Records from a data source:
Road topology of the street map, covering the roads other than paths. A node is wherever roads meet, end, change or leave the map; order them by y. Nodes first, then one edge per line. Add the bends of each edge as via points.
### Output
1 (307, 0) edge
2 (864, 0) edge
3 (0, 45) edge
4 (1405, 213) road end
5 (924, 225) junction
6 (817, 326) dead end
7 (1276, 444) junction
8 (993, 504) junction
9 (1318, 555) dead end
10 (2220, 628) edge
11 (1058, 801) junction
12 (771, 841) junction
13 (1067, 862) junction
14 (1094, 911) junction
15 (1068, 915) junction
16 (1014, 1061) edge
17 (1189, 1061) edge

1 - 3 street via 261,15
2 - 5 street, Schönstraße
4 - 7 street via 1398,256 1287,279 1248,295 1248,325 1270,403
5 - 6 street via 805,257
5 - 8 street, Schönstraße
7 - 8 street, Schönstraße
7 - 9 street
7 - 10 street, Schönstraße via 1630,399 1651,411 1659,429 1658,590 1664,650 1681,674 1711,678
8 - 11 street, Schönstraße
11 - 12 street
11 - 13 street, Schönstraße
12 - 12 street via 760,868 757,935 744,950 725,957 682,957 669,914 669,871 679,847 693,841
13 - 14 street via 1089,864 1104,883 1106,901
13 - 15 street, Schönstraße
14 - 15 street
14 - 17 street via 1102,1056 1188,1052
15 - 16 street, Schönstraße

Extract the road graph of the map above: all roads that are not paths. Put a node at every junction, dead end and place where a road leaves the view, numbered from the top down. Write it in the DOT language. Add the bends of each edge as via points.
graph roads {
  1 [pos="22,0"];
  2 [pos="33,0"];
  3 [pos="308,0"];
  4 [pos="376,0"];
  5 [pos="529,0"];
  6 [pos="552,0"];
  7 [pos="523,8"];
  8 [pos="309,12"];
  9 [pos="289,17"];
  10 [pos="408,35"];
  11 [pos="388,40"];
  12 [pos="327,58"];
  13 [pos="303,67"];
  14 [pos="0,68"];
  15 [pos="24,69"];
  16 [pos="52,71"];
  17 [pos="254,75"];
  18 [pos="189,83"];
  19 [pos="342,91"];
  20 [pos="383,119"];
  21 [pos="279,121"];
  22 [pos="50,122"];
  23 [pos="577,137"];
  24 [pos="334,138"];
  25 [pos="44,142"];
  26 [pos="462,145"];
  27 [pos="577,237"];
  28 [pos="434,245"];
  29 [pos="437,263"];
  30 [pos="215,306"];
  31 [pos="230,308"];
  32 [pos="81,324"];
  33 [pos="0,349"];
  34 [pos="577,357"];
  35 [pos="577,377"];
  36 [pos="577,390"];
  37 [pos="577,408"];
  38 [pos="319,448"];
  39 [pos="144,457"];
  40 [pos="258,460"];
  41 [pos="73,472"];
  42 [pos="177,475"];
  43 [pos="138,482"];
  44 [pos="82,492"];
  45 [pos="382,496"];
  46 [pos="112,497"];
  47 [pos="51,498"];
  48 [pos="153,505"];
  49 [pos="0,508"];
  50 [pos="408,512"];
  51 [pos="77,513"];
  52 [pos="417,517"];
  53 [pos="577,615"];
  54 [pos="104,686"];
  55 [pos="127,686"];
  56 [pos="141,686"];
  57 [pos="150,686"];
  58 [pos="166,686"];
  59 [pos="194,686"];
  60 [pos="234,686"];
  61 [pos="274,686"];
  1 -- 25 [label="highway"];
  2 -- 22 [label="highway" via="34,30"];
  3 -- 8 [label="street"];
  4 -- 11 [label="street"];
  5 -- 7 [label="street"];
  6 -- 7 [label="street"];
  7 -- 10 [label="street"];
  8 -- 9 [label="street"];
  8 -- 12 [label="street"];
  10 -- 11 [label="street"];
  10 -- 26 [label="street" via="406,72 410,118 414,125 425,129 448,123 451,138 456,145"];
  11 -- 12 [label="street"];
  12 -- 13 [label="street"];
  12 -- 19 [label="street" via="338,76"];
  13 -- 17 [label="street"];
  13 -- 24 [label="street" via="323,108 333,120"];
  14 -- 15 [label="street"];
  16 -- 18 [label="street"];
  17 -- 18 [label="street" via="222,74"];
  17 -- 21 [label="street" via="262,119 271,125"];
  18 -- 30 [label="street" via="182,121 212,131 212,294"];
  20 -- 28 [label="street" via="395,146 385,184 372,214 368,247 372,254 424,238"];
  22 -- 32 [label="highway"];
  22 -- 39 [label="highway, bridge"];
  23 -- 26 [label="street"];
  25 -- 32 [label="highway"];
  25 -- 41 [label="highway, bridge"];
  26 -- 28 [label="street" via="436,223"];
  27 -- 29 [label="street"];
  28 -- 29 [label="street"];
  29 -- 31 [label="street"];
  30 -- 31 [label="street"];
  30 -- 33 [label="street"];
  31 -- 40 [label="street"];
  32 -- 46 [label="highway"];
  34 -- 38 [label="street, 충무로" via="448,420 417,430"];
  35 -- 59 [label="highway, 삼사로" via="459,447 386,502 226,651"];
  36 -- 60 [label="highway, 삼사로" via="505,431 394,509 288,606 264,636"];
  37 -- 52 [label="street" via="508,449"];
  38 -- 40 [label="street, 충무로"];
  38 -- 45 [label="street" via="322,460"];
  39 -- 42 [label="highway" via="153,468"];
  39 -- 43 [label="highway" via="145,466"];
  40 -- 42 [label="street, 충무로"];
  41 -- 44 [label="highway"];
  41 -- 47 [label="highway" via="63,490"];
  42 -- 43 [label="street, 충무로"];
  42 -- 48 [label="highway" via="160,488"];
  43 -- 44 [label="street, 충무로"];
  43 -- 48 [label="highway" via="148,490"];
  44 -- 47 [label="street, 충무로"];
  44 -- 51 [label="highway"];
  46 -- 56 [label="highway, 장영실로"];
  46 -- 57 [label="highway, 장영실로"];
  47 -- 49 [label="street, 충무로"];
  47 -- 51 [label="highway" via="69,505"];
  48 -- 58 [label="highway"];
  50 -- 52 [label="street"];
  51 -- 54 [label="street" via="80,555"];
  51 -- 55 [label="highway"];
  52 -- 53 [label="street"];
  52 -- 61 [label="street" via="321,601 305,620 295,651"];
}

THE PROBLEM: Copy out the lines above with "roads" in them.

WRITTEN ANSWER:
Road topology of the street map, covering the roads other than paths. A node is wherever roads meet, end, change or leave the map; order them by y. Nodes first, then one edge per line. Add the bends of each edge as via points.
Extract the road graph of the map above: all roads that are not paths. Put a node at every junction, dead end and place where a road leaves the view, numbered from the top down. Write it in the DOT language. Add the bends of each edge as via points.
graph roads {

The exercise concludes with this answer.